▶ _Your objective_
In the records below, begin at the line containing "ring mcp: (1489, 997)" and end at the line containing "pinky tip: (1408, 1013)"; quote every line in that span exactly, including both boundary lines, and no others.

┄┄┄┄┄┄┄┄┄┄

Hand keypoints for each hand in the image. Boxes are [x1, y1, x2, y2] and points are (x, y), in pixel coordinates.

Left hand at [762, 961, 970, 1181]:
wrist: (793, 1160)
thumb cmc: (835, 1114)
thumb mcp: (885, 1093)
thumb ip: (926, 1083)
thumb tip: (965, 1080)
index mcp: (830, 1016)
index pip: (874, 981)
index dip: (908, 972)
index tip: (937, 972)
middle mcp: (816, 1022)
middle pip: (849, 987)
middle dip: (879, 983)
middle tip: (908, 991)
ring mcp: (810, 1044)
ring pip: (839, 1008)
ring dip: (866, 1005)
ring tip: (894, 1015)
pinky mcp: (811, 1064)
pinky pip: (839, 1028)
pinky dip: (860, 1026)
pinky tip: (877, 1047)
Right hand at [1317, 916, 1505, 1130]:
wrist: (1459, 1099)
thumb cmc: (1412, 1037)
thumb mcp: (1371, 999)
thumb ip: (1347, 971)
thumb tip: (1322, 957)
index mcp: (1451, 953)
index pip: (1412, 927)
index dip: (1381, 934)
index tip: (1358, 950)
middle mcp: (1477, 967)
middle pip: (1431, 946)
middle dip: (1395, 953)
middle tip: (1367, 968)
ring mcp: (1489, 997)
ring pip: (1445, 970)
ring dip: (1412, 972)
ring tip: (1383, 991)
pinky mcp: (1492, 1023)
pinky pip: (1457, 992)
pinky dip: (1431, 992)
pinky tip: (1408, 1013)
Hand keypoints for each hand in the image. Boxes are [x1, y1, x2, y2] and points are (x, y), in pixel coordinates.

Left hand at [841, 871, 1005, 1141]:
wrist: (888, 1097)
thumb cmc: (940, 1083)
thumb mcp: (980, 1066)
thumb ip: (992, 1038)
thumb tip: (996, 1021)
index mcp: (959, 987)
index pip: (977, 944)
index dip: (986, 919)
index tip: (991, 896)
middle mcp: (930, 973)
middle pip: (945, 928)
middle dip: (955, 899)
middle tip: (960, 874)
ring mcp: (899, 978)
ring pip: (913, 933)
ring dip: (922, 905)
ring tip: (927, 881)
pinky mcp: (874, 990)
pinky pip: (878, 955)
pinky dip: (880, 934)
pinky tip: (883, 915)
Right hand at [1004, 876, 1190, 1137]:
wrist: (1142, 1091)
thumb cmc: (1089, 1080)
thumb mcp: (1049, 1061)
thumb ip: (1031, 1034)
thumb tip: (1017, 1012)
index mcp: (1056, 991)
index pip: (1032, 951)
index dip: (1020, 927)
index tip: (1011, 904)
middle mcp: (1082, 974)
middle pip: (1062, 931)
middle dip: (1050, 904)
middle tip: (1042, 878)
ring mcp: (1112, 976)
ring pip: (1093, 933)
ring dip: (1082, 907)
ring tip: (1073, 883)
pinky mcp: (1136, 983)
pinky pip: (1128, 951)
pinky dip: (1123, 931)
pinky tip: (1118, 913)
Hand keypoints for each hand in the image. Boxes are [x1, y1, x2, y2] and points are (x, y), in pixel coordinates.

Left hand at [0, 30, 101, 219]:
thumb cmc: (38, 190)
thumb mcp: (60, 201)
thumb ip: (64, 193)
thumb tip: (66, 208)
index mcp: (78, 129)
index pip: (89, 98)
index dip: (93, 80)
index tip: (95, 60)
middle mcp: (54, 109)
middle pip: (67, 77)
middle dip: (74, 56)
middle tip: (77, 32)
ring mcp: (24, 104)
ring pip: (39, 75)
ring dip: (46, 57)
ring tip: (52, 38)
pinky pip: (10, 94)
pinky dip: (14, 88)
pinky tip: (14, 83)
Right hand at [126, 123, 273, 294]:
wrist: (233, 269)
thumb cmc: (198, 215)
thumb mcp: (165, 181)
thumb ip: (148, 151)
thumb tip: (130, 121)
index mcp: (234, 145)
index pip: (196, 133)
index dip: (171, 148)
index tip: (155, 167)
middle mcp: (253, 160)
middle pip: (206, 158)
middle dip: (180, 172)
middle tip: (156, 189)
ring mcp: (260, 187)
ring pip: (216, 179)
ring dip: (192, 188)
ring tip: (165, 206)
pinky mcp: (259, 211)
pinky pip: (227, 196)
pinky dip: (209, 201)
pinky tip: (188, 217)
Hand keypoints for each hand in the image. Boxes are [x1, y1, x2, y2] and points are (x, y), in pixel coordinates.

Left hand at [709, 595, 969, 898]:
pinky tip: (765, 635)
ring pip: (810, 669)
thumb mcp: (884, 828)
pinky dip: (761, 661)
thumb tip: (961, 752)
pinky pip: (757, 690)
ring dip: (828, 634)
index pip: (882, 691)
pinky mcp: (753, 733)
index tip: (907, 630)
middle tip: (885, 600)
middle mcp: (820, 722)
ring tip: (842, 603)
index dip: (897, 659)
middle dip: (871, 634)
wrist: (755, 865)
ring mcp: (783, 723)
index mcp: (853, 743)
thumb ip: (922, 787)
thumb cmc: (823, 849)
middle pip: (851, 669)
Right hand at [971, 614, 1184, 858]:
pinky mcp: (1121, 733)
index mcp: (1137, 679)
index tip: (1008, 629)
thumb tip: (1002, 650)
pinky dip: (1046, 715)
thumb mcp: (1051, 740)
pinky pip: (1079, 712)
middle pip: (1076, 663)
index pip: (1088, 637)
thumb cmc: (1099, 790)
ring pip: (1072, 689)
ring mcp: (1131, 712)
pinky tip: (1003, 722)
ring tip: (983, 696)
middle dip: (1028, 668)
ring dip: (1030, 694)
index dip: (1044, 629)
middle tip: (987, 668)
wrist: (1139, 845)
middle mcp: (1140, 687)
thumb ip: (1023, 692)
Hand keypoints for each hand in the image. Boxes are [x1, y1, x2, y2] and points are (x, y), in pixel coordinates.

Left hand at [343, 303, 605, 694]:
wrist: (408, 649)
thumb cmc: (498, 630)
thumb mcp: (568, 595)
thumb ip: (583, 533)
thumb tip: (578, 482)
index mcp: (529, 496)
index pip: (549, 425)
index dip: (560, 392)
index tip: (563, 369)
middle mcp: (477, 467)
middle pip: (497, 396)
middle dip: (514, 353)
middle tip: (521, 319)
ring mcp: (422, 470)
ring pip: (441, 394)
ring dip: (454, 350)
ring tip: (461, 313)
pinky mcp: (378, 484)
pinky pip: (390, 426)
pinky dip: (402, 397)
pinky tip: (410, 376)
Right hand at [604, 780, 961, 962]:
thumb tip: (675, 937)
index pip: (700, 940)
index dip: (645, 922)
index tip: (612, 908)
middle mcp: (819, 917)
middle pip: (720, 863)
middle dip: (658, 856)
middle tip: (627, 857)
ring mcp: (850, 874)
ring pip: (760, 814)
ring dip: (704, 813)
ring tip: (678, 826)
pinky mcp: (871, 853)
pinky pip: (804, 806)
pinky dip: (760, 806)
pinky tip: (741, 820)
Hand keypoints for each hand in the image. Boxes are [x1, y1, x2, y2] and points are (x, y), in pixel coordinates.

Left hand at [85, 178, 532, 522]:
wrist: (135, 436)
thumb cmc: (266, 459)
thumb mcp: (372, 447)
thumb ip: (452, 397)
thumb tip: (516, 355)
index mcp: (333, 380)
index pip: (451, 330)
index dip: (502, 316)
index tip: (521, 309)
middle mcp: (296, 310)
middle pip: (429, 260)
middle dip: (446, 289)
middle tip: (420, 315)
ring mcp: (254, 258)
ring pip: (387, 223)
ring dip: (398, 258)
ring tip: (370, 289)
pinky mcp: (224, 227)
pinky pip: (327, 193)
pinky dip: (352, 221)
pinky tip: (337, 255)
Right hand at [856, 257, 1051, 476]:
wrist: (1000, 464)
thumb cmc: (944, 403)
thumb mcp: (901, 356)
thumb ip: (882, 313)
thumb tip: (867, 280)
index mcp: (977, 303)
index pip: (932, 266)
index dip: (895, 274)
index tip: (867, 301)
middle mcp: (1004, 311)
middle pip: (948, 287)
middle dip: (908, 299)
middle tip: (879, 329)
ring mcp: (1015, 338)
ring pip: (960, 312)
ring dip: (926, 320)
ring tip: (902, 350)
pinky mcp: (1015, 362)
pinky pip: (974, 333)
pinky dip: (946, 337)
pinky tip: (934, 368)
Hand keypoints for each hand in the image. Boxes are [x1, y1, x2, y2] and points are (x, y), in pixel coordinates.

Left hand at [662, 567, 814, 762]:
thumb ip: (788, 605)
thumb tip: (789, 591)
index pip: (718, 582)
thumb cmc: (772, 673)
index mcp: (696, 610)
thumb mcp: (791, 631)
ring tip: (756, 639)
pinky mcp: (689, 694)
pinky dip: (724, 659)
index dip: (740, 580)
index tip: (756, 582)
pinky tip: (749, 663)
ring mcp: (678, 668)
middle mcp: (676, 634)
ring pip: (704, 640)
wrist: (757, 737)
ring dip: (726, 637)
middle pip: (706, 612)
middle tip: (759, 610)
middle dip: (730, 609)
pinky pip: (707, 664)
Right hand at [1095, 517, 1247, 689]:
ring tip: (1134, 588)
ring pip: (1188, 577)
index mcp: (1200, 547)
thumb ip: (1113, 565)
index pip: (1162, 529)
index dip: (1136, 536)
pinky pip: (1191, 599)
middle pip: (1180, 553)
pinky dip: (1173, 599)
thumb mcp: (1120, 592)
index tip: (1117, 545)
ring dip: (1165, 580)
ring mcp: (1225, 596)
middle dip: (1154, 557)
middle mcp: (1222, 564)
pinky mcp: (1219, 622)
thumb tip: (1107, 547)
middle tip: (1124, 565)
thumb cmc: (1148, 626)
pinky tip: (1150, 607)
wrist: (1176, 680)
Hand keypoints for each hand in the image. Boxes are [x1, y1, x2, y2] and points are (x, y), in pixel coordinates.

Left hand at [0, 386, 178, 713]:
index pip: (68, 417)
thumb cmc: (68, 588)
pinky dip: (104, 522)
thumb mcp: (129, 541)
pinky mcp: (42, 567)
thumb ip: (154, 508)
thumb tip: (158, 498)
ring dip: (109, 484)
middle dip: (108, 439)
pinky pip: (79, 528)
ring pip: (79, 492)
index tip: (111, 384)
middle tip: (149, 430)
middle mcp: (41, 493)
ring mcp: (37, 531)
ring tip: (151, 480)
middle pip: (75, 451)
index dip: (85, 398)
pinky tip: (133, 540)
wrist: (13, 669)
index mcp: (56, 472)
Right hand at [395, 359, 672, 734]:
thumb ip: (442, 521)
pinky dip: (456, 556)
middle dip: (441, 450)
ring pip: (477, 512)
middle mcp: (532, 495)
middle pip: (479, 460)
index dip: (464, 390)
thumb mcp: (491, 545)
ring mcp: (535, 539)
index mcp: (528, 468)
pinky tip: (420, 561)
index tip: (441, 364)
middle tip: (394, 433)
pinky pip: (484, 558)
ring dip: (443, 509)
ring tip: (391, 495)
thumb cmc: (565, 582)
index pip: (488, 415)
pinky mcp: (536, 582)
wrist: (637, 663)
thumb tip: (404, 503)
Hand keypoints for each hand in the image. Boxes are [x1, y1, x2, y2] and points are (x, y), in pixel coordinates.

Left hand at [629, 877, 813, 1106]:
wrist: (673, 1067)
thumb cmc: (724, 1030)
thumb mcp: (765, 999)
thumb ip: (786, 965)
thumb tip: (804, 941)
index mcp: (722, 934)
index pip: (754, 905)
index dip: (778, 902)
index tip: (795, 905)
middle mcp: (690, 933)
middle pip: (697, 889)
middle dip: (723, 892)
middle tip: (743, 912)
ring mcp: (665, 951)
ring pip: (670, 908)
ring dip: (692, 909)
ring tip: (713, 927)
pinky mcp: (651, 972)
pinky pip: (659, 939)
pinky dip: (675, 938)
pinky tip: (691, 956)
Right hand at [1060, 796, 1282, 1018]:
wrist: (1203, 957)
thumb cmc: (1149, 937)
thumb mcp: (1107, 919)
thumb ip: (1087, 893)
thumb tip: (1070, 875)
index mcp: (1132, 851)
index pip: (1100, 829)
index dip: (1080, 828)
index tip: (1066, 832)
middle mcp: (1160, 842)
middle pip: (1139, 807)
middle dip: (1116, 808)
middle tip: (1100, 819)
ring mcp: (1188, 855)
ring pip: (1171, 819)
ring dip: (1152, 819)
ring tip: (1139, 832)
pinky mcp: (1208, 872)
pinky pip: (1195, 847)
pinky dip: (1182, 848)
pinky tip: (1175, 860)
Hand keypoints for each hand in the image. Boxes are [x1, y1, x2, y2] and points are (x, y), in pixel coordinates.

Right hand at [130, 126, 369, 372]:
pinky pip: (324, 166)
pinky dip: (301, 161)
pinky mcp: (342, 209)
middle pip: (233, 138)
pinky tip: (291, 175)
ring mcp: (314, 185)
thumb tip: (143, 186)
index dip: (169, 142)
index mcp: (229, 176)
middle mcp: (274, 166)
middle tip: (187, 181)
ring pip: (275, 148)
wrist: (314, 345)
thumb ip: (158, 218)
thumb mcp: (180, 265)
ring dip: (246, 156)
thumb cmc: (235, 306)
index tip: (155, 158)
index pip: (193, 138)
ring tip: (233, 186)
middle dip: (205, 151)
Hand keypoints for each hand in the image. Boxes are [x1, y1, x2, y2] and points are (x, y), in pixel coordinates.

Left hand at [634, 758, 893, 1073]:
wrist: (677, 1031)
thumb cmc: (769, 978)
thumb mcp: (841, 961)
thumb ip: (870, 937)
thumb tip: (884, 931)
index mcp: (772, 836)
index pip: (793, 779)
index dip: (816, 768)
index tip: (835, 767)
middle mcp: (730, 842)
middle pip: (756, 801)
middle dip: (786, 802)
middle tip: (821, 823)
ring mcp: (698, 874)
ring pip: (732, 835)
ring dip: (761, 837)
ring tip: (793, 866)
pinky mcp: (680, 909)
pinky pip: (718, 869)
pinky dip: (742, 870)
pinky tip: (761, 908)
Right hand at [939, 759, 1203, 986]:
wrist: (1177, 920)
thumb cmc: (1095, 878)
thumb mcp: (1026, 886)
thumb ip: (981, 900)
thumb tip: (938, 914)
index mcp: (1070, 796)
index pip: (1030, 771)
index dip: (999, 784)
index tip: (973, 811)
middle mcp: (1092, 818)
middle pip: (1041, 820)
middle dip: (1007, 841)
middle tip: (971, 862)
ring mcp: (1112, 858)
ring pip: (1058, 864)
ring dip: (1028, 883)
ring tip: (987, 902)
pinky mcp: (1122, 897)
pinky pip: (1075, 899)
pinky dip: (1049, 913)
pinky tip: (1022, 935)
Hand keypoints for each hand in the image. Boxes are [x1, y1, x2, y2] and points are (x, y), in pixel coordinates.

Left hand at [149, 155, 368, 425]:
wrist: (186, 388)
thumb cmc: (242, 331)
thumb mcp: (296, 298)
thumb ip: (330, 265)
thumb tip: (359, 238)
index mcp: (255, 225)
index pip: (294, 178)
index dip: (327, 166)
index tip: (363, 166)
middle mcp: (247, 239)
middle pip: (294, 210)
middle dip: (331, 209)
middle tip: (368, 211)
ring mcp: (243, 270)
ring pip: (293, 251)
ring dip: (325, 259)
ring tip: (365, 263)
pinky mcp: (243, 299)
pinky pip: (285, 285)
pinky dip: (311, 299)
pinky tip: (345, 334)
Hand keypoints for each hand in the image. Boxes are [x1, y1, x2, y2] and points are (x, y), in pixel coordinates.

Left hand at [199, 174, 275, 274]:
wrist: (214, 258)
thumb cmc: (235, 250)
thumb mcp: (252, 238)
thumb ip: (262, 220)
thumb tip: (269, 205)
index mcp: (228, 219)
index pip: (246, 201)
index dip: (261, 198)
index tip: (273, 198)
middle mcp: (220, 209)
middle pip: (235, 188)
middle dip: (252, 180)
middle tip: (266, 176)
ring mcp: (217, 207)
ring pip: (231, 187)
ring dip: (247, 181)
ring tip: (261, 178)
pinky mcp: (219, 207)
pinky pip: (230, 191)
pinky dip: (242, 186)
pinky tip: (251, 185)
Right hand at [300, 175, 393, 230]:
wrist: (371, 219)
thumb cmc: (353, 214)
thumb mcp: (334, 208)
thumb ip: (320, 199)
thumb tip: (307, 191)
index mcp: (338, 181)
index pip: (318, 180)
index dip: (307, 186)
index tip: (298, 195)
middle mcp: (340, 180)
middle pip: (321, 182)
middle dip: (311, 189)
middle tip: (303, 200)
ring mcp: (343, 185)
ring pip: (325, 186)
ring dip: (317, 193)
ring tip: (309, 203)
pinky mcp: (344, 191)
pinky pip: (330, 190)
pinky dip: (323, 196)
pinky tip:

┄┄┄┄┄┄┄┄┄┄

▶ _Response to the task_
ring mcp: (1489, 997)
ring pip: (1445, 970)
ring dip: (1412, 972)
ring tip: (1383, 991)
pinky mcp: (1492, 1023)
pinky pip: (1457, 992)
pinky dip: (1431, 992)
pinky tip: (1408, 1013)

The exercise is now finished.